Sorbian Museum
The Sorbian Museum, ,, is hosted in the salthouse of the Ortenburg, Bautzen. It houses approximately 35,000 inventarized objects, making it the most important museum of Sorbian culture and history.
History
The association Maćica Serbska included the establishment of a Sorbian museum on their agenda in 1856. It was the first institution to collect ethnological and historical objects connected to the Sorbs.For an 1896 exhibition of Saxon arts and crafts in Dresden, exhibits were collected and presented by Sorbian institutions in the so-called Wendish village. When the Serbski dom was inaugurated in 1904, the Sorbian Museum was opened simultaneously on the third floor. The closure of the Serbski dom by the Nazi government in 1937 put an end to the first Sorbian Museum. In 1942, its collection was included in the municipal museum of Bautzen.

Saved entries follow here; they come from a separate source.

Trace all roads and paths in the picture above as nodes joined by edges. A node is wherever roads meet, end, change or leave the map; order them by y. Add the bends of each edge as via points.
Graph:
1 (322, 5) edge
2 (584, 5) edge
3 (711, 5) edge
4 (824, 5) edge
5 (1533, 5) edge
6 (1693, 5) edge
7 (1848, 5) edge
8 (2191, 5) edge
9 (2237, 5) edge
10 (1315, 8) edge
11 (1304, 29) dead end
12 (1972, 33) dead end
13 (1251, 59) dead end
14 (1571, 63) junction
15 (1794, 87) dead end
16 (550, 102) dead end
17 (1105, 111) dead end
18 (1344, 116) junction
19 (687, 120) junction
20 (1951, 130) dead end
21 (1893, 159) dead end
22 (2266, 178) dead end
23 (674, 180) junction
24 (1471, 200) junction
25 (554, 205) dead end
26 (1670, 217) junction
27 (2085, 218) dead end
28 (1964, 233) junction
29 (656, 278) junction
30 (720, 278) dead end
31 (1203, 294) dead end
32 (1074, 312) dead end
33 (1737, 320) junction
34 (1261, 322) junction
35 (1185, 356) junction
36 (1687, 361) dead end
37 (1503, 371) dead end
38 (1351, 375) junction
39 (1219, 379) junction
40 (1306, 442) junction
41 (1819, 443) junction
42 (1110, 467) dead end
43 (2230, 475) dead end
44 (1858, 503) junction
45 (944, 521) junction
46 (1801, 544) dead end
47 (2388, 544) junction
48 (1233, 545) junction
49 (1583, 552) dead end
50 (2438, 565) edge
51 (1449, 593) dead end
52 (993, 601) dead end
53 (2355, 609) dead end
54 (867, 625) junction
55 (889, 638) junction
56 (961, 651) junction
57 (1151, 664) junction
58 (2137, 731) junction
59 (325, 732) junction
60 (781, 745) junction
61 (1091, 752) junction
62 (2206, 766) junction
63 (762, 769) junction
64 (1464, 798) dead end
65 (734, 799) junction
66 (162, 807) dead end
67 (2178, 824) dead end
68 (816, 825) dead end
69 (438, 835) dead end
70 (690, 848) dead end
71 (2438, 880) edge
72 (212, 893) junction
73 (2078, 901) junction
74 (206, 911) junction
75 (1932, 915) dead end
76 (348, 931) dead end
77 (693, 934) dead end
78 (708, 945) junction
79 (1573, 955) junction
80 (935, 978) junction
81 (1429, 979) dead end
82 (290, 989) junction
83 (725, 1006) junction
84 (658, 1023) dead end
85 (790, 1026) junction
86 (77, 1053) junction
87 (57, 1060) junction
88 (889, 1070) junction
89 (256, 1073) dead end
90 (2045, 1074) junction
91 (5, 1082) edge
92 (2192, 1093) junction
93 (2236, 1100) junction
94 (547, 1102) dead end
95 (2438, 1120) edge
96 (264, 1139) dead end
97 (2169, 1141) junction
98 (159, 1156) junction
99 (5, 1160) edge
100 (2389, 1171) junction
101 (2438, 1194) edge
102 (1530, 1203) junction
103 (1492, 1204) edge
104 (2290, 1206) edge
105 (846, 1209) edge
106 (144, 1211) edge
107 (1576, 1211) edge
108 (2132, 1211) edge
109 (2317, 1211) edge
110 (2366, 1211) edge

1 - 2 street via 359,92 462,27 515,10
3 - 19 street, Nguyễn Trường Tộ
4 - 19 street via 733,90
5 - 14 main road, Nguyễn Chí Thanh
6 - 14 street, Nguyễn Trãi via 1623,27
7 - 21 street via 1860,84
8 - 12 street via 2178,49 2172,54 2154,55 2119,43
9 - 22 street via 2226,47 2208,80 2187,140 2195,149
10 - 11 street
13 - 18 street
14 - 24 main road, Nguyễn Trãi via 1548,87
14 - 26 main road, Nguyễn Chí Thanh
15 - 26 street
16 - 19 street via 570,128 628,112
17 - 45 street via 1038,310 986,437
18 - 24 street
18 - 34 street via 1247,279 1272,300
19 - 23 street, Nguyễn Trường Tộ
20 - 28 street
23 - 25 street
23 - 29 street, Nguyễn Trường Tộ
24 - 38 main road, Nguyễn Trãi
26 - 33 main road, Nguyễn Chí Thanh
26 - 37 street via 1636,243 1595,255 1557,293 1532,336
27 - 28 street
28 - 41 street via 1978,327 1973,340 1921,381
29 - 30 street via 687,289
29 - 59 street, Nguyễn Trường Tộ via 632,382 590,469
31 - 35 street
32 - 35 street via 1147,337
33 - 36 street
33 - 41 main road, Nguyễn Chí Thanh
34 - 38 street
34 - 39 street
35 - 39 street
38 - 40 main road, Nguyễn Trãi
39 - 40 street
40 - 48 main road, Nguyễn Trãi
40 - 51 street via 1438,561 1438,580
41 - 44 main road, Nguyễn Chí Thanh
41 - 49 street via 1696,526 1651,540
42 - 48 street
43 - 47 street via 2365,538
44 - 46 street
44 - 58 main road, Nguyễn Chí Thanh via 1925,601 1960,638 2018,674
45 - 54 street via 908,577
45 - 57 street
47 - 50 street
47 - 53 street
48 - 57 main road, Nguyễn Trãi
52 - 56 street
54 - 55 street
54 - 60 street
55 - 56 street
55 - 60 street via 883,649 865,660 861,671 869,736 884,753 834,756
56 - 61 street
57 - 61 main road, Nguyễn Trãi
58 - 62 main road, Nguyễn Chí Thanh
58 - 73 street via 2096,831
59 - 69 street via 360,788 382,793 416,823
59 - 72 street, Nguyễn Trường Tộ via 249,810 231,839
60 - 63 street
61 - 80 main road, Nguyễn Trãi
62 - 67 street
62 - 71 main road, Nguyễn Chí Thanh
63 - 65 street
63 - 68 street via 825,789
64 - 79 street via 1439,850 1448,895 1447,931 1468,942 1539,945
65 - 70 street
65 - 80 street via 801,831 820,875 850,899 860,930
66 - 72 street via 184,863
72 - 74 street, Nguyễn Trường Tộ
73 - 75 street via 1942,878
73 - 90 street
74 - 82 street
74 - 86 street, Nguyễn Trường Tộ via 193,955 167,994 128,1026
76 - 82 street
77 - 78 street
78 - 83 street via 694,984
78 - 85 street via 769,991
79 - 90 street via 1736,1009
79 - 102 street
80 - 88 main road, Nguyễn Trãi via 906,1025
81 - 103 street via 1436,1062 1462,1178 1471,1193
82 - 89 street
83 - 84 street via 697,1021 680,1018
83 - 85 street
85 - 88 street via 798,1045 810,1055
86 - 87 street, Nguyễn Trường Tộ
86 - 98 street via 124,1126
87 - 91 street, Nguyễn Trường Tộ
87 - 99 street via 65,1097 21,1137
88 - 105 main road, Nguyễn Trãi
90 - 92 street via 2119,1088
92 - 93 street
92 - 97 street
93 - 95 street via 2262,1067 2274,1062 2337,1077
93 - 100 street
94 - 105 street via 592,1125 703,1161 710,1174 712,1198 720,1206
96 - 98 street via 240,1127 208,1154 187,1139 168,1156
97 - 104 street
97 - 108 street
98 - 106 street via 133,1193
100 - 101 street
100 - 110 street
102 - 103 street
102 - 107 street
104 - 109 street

In the German Democratic Republic, a museum of Sorbian history and ethnology was founded in 1957 in Hoyerswerda. As objects of the former Wendish Museum kept being restituted, the museum moved to Bautzen due to a shortage of space. The salthouse of the Ortenburg in Bautzen was chosen as the new seat of the Sorbian Museum, since the original building was destroyed in 1945 and the Serbski dom, its replacement, was not built to include the museum. It became part of the municipal museums of Bautzen. In 1988, the exhibition was redesigned and the Sorbian Museum reopened as an independent institution.